▸ **TASK DIRECTIONS**
Everything in the records must be restated exactly, apart from the pictures.

▸ **DATA**
● ● ● ● ●

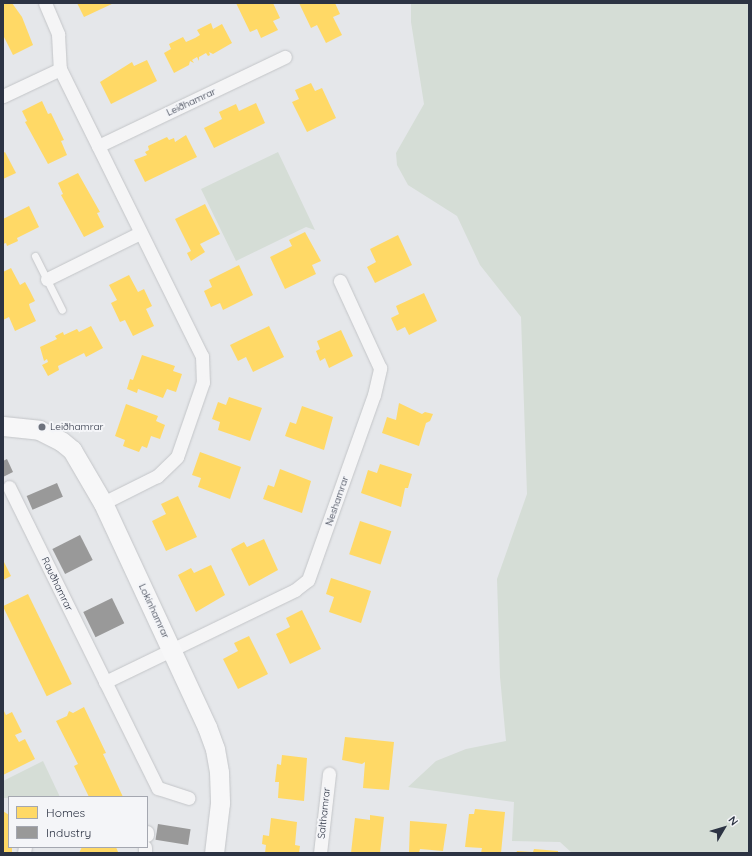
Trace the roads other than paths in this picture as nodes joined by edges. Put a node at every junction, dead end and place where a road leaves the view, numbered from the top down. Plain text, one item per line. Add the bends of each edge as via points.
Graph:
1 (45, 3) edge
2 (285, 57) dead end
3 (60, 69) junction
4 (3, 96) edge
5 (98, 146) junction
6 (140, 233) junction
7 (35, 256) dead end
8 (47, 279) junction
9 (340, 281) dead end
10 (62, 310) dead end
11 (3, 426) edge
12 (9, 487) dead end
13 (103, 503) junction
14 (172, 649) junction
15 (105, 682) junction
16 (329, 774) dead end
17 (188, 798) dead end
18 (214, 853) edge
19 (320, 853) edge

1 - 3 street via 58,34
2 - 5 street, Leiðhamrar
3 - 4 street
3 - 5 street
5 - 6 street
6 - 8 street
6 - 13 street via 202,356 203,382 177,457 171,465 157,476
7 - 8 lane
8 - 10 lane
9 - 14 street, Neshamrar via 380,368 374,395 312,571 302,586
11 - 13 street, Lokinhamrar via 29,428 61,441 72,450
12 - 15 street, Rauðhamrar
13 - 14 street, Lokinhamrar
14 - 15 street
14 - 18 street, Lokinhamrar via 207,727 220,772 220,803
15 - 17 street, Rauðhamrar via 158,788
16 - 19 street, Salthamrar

● ● ● ● ●

▸ **ANSWER TO THIS EXERCISE**
Trace the roads other than paths in this picture as nodes joined by edges. Put a node at every junction, dead end and place where a road leaves the view, numbered from the top down. Plain text, one item per line. Add the bends of each edge as via points.
Graph:
1 (45, 3) edge
2 (285, 57) dead end
3 (60, 69) junction
4 (3, 96) edge
5 (98, 146) junction
6 (140, 233) junction
7 (35, 256) dead end
8 (47, 279) junction
9 (340, 281) dead end
10 (62, 310) dead end
11 (3, 426) edge
12 (9, 487) dead end
13 (103, 503) junction
14 (172, 649) junction
15 (105, 682) junction
16 (329, 774) dead end
17 (188, 798) dead end
18 (214, 853) edge
19 (320, 853) edge

1 - 3 street via 58,34
2 - 5 street, Leiðhamrar
3 - 4 street
3 - 5 street
5 - 6 street
6 - 8 street
6 - 13 street via 202,356 203,382 177,457 171,465 157,476
7 - 8 lane
8 - 10 lane
9 - 14 street, Neshamrar via 380,368 374,395 312,571 302,586
11 - 13 street, Lokinhamrar via 29,428 61,441 72,450
12 - 15 street, Rauðhamrar
13 - 14 street, Lokinhamrar
14 - 15 street
14 - 18 street, Lokinhamrar via 207,727 220,772 220,803
15 - 17 street, Rauðhamrar via 158,788
16 - 19 street, Salthamrar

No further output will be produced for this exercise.